=== Section Start ===

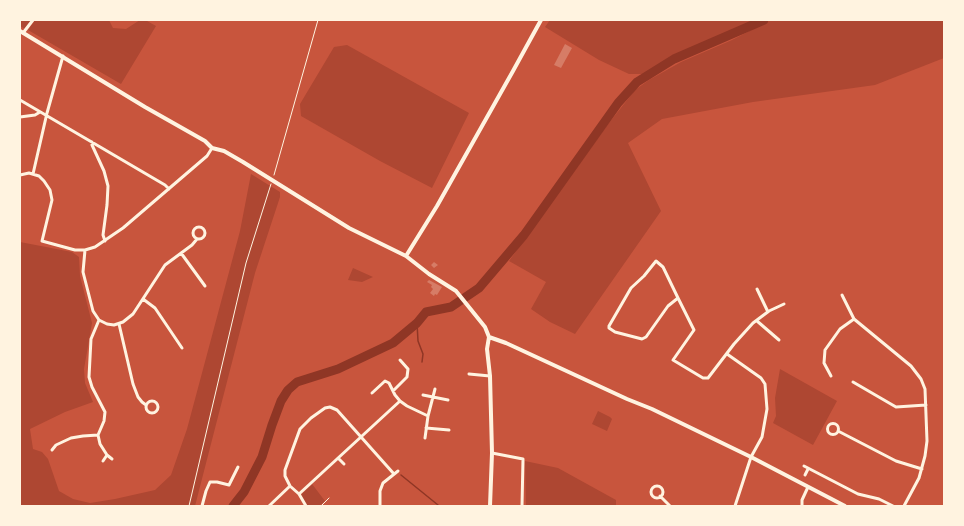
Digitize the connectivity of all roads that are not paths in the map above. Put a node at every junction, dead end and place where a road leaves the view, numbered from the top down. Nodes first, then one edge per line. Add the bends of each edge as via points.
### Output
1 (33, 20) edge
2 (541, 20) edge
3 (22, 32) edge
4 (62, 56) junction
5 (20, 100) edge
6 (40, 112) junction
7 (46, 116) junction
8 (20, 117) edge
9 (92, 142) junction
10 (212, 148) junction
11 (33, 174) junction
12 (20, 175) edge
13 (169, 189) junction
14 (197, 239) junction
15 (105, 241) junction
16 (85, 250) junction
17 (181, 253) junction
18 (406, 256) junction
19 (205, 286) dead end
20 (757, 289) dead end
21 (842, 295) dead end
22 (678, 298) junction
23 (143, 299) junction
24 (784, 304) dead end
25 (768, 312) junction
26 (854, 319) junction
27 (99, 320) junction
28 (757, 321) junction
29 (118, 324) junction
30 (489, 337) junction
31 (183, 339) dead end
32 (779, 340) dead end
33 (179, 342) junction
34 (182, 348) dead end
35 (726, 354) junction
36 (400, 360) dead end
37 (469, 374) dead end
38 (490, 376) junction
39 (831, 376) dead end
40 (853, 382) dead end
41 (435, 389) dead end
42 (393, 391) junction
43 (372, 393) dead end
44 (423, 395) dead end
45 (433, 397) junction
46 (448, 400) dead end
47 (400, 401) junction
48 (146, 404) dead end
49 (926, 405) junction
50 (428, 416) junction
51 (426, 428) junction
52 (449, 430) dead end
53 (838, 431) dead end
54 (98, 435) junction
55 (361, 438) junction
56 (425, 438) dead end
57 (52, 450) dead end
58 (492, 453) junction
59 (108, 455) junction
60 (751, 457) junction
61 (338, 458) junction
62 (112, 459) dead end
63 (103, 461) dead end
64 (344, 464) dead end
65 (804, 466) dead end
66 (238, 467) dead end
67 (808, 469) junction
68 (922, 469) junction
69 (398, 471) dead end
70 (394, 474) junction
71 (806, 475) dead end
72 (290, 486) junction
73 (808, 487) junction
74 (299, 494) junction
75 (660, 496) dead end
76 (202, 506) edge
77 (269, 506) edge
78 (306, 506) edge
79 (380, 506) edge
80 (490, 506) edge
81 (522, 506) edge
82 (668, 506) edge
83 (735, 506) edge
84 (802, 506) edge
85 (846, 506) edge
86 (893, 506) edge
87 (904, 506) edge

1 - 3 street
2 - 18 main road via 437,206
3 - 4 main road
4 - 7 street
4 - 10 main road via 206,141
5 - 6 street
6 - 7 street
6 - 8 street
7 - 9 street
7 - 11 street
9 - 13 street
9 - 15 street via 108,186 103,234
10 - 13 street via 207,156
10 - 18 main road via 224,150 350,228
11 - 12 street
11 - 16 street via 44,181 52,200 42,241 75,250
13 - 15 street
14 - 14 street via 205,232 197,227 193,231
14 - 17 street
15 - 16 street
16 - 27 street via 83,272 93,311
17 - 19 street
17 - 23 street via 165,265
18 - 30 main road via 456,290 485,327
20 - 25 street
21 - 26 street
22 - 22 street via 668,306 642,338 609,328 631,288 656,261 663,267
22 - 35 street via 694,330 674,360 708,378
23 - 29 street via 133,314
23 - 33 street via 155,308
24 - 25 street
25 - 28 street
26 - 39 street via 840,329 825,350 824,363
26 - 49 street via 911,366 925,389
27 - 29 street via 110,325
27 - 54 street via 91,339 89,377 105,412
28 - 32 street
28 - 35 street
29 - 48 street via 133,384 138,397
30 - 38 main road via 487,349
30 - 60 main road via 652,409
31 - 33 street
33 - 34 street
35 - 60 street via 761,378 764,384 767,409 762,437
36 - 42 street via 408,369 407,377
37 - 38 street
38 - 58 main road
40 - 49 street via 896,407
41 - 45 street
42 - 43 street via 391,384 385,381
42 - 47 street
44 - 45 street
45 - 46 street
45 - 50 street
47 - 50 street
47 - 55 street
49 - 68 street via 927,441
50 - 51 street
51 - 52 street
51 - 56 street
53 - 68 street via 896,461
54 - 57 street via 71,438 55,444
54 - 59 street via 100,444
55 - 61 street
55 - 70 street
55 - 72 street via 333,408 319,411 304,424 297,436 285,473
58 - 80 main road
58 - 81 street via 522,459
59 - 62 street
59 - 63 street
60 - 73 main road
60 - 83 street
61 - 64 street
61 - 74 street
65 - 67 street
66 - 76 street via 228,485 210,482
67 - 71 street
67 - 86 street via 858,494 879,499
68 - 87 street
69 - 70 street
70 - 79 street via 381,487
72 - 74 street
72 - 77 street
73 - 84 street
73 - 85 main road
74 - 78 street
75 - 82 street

=== Section End ===
=== Section Start ===

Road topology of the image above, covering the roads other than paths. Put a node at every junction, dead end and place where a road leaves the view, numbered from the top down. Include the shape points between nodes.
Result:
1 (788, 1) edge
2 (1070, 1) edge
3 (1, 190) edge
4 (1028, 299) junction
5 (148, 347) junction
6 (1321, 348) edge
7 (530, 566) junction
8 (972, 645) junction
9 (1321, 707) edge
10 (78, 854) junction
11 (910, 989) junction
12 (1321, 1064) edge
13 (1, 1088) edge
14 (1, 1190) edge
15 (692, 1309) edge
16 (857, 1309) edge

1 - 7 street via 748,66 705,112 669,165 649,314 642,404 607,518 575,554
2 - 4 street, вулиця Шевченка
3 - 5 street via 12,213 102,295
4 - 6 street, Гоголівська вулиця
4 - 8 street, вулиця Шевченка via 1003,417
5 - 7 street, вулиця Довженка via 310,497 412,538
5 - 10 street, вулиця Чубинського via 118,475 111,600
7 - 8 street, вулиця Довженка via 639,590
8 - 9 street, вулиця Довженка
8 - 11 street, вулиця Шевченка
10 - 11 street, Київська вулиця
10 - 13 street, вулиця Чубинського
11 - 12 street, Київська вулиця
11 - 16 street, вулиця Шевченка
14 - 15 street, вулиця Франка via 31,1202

=== Section End ===
=== Section Start ===

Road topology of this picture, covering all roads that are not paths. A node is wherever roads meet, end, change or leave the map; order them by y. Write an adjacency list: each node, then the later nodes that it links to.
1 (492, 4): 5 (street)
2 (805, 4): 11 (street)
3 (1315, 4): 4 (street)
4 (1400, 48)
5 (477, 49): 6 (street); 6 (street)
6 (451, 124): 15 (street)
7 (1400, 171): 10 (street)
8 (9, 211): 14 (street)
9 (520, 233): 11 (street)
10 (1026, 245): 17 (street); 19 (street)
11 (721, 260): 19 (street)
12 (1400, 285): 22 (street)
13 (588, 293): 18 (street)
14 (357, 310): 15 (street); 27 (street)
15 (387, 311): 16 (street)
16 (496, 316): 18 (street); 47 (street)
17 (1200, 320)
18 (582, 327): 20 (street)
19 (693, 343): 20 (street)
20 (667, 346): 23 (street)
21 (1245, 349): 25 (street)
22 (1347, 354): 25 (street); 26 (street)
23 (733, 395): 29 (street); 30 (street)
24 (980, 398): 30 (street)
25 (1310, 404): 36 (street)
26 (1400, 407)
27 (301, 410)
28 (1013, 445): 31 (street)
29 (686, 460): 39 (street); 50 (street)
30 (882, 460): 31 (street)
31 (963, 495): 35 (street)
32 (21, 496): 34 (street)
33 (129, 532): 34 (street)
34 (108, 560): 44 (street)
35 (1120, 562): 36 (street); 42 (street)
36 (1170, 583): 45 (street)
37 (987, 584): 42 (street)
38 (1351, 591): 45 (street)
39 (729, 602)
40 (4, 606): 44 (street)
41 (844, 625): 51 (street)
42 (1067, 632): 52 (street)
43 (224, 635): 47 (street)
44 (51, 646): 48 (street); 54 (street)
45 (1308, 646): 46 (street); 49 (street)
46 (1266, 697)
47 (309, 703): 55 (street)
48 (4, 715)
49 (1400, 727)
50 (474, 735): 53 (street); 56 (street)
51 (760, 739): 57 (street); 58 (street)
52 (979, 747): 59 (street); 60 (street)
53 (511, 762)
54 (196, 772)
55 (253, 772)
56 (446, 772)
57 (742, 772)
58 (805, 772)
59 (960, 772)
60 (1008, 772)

=== Section End ===

Where the string "every" occurs in a line of the listing, copy the line.

Task response —
Digitize the connectivity of all roads that are not paths in the map above. Put a node at every junction, dead end and place where a road leaves the view, numbered from the top down. Nodes first, then one edge per line. Add the bends of each edge as via points.
Road topology of the image above, covering the roads other than paths. Put a node at every junction, dead end and place where a road leaves the view, numbered from the top down. Include the shape points between nodes.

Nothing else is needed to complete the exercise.